*** Opening GIVEN RECORDS ***

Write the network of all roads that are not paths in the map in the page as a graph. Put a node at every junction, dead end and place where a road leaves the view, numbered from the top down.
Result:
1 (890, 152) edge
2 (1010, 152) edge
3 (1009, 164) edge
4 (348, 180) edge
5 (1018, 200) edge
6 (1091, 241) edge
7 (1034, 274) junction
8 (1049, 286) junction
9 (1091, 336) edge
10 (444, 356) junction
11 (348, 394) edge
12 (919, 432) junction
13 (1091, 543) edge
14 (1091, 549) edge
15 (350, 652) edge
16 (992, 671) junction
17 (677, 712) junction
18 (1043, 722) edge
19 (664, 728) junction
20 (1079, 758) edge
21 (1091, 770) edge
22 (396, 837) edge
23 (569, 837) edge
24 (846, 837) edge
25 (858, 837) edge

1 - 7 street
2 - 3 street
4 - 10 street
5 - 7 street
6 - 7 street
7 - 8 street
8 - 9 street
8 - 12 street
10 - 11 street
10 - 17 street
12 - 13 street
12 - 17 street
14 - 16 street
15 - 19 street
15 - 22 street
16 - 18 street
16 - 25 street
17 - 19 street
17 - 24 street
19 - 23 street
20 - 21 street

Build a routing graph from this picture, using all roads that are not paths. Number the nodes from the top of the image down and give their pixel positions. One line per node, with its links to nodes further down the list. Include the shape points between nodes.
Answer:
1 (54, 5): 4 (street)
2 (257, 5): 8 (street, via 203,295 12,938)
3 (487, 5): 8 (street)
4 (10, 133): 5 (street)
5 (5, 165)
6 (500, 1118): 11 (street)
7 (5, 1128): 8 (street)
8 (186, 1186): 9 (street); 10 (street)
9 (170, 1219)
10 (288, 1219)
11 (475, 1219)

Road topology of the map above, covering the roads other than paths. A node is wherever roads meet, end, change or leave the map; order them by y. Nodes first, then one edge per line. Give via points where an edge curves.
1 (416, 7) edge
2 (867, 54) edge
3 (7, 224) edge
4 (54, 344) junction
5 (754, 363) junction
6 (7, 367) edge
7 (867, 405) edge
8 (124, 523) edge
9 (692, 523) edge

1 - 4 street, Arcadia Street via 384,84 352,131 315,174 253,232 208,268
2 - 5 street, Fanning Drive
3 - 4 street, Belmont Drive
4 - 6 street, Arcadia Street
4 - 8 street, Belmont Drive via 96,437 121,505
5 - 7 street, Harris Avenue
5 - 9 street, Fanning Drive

*** Closing GIVEN RECORDS ***

*WHAT NEEDS TO BE DONE*
Look through the entries above, find each line containing "that", and copy it.

*OUTPUT FOR THIS EXERCISE*
Write the network of all roads that are not paths in the map in the page as a graph. Put a node at every junction, dead end and place where a road leaves the view, numbered from the top down.
Build a routing graph from this picture, using all roads that are not paths. Number the nodes from the top of the image down and give their pixel positions. One line per node, with its links to nodes further down the list. Include the shape points between nodes.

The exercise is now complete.